*Exercise directions*
Nothing in the entries should be altered. Write them out in full.

[Items listed in a dataset]
------

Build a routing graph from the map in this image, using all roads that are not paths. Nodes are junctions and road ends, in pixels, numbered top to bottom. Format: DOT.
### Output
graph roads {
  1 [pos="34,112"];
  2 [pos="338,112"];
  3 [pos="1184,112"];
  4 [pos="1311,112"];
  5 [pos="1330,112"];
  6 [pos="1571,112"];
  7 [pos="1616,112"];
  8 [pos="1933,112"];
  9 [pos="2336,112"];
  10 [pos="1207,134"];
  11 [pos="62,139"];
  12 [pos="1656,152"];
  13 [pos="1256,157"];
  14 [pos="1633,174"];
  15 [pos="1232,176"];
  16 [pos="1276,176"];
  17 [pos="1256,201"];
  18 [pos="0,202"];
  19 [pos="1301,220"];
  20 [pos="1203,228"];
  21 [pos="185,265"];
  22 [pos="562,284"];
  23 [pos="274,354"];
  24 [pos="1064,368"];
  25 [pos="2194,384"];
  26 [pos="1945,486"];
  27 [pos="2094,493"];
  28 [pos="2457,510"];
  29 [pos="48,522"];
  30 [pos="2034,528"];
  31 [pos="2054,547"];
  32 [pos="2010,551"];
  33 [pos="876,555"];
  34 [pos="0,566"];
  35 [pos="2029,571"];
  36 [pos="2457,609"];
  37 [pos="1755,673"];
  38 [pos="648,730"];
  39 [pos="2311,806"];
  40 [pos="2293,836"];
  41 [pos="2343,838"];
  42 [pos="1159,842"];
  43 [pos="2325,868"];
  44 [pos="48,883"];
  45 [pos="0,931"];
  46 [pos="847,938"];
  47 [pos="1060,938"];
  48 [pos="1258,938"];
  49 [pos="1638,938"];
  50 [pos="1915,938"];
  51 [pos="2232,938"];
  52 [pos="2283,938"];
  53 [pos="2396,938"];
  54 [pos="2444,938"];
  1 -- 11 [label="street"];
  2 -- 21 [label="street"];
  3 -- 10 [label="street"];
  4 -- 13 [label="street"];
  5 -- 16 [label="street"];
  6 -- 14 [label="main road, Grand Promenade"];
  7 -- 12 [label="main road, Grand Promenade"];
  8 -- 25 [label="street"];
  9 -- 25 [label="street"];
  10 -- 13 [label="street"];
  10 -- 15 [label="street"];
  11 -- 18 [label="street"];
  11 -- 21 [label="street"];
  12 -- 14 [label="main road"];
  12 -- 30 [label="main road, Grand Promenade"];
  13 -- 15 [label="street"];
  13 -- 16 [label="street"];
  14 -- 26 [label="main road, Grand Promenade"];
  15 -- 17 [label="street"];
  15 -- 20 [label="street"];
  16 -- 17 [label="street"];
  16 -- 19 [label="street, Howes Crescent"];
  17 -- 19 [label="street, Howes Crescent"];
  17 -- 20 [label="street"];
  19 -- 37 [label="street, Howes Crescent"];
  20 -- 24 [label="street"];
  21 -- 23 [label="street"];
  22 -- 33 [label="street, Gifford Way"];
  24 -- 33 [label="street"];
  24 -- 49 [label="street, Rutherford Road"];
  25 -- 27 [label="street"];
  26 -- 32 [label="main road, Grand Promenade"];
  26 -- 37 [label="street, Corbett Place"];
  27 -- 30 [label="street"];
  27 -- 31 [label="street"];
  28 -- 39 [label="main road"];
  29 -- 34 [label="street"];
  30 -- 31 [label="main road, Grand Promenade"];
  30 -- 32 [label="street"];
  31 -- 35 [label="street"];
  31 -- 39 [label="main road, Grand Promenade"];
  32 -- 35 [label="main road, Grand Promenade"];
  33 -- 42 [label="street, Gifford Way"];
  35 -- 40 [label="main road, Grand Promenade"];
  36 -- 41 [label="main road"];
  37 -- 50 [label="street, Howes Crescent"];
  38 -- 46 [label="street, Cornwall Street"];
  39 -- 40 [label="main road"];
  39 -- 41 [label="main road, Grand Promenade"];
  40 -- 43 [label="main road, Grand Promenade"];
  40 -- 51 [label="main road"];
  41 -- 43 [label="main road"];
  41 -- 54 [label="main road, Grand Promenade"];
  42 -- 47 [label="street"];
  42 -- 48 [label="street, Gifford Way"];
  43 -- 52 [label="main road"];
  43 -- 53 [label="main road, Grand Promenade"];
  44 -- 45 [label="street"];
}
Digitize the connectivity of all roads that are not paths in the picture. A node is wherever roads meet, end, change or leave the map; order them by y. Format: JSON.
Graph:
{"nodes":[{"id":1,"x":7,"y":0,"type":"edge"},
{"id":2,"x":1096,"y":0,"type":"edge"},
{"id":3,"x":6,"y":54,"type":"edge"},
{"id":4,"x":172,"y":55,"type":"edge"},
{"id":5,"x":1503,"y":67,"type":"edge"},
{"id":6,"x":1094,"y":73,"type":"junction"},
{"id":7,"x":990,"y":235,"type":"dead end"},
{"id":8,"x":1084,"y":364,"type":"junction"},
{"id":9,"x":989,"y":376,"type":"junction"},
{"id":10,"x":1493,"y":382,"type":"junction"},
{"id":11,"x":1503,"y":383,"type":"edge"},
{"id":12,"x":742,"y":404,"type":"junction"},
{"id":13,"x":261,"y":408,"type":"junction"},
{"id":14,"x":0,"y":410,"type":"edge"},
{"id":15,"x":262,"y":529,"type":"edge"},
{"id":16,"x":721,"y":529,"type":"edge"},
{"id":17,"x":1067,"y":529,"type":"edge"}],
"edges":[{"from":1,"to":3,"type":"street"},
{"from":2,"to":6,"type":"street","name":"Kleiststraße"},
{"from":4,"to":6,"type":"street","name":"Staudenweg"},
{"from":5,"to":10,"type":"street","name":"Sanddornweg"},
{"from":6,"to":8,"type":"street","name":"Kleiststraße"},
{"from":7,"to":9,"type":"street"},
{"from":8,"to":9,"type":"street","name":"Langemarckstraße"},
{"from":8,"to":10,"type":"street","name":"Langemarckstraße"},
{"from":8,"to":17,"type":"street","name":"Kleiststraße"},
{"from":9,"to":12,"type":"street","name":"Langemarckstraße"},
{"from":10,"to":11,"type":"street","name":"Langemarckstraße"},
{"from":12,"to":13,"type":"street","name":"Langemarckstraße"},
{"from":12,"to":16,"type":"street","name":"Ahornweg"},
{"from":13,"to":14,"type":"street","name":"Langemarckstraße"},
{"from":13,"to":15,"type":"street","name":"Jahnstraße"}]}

------

*Problem solution*
Build a routing graph from the map in this image, using all roads that are not paths. Nodes are junctions and road ends, in pixels, numbered top to bottom. Format: DOT.
### Output
graph roads {
  1 [pos="34,112"];
  2 [pos="338,112"];
  3 [pos="1184,112"];
  4 [pos="1311,112"];
  5 [pos="1330,112"];
  6 [pos="1571,112"];
  7 [pos="1616,112"];
  8 [pos="1933,112"];
  9 [pos="2336,112"];
  10 [pos="1207,134"];
  11 [pos="62,139"];
  12 [pos="1656,152"];
  13 [pos="1256,157"];
  14 [pos="1633,174"];
  15 [pos="1232,176"];
  16 [pos="1276,176"];
  17 [pos="1256,201"];
  18 [pos="0,202"];
  19 [pos="1301,220"];
  20 [pos="1203,228"];
  21 [pos="185,265"];
  22 [pos="562,284"];
  23 [pos="274,354"];
  24 [pos="1064,368"];
  25 [pos="2194,384"];
  26 [pos="1945,486"];
  27 [pos="2094,493"];
  28 [pos="2457,510"];
  29 [pos="48,522"];
  30 [pos="2034,528"];
  31 [pos="2054,547"];
  32 [pos="2010,551"];
  33 [pos="876,555"];
  34 [pos="0,566"];
  35 [pos="2029,571"];
  36 [pos="2457,609"];
  37 [pos="1755,673"];
  38 [pos="648,730"];
  39 [pos="2311,806"];
  40 [pos="2293,836"];
  41 [pos="2343,838"];
  42 [pos="1159,842"];
  43 [pos="2325,868"];
  44 [pos="48,883"];
  45 [pos="0,931"];
  46 [pos="847,938"];
  47 [pos="1060,938"];
  48 [pos="1258,938"];
  49 [pos="1638,938"];
  50 [pos="1915,938"];
  51 [pos="2232,938"];
  52 [pos="2283,938"];
  53 [pos="2396,938"];
  54 [pos="2444,938"];
  1 -- 11 [label="street"];
  2 -- 21 [label="street"];
  3 -- 10 [label="street"];
  4 -- 13 [label="street"];
  5 -- 16 [label="street"];
  6 -- 14 [label="main road, Grand Promenade"];
  7 -- 12 [label="main road, Grand Promenade"];
  8 -- 25 [label="street"];
  9 -- 25 [label="street"];
  10 -- 13 [label="street"];
  10 -- 15 [label="street"];
  11 -- 18 [label="street"];
  11 -- 21 [label="street"];
  12 -- 14 [label="main road"];
  12 -- 30 [label="main road, Grand Promenade"];
  13 -- 15 [label="street"];
  13 -- 16 [label="street"];
  14 -- 26 [label="main road, Grand Promenade"];
  15 -- 17 [label="street"];
  15 -- 20 [label="street"];
  16 -- 17 [label="street"];
  16 -- 19 [label="street, Howes Crescent"];
  17 -- 19 [label="street, Howes Crescent"];
  17 -- 20 [label="street"];
  19 -- 37 [label="street, Howes Crescent"];
  20 -- 24 [label="street"];
  21 -- 23 [label="street"];
  22 -- 33 [label="street, Gifford Way"];
  24 -- 33 [label="street"];
  24 -- 49 [label="street, Rutherford Road"];
  25 -- 27 [label="street"];
  26 -- 32 [label="main road, Grand Promenade"];
  26 -- 37 [label="street, Corbett Place"];
  27 -- 30 [label="street"];
  27 -- 31 [label="street"];
  28 -- 39 [label="main road"];
  29 -- 34 [label="street"];
  30 -- 31 [label="main road, Grand Promenade"];
  30 -- 32 [label="street"];
  31 -- 35 [label="street"];
  31 -- 39 [label="main road, Grand Promenade"];
  32 -- 35 [label="main road, Grand Promenade"];
  33 -- 42 [label="street, Gifford Way"];
  35 -- 40 [label="main road, Grand Promenade"];
  36 -- 41 [label="main road"];
  37 -- 50 [label="street, Howes Crescent"];
  38 -- 46 [label="street, Cornwall Street"];
  39 -- 40 [label="main road"];
  39 -- 41 [label="main road, Grand Promenade"];
  40 -- 43 [label="main road, Grand Promenade"];
  40 -- 51 [label="main road"];
  41 -- 43 [label="main road"];
  41 -- 54 [label="main road, Grand Promenade"];
  42 -- 47 [label="street"];
  42 -- 48 [label="street, Gifford Way"];
  43 -- 52 [label="main road"];
  43 -- 53 [label="main road, Grand Promenade"];
  44 -- 45 [label="street"];
}
Digitize the connectivity of all roads that are not paths in the picture. A node is wherever roads meet, end, change or leave the map; order them by y. Format: JSON.
Graph:
{"nodes":[{"id":1,"x":7,"y":0,"type":"edge"},
{"id":2,"x":1096,"y":0,"type":"edge"},
{"id":3,"x":6,"y":54,"type":"edge"},
{"id":4,"x":172,"y":55,"type":"edge"},
{"id":5,"x":1503,"y":67,"type":"edge"},
{"id":6,"x":1094,"y":73,"type":"junction"},
{"id":7,"x":990,"y":235,"type":"dead end"},
{"id":8,"x":1084,"y":364,"type":"junction"},
{"id":9,"x":989,"y":376,"type":"junction"},
{"id":10,"x":1493,"y":382,"type":"junction"},
{"id":11,"x":1503,"y":383,"type":"edge"},
{"id":12,"x":742,"y":404,"type":"junction"},
{"id":13,"x":261,"y":408,"type":"junction"},
{"id":14,"x":0,"y":410,"type":"edge"},
{"id":15,"x":262,"y":529,"type":"edge"},
{"id":16,"x":721,"y":529,"type":"edge"},
{"id":17,"x":1067,"y":529,"type":"edge"}],
"edges":[{"from":1,"to":3,"type":"street"},
{"from":2,"to":6,"type":"street","name":"Kleiststraße"},
{"from":4,"to":6,"type":"street","name":"Staudenweg"},
{"from":5,"to":10,"type":"street","name":"Sanddornweg"},
{"from":6,"to":8,"type":"street","name":"Kleiststraße"},
{"from":7,"to":9,"type":"street"},
{"from":8,"to":9,"type":"street","name":"Langemarckstraße"},
{"from":8,"to":10,"type":"street","name":"Langemarckstraße"},
{"from":8,"to":17,"type":"street","name":"Kleiststraße"},
{"from":9,"to":12,"type":"street","name":"Langemarckstraße"},
{"from":10,"to":11,"type":"street","name":"Langemarckstraße"},
{"from":12,"to":13,"type":"street","name":"Langemarckstraße"},
{"from":12,"to":16,"type":"street","name":"Ahornweg"},
{"from":13,"to":14,"type":"street","name":"Langemarckstraße"},
{"from":13,"to":15,"type":"street","name":"Jahnstraße"}]}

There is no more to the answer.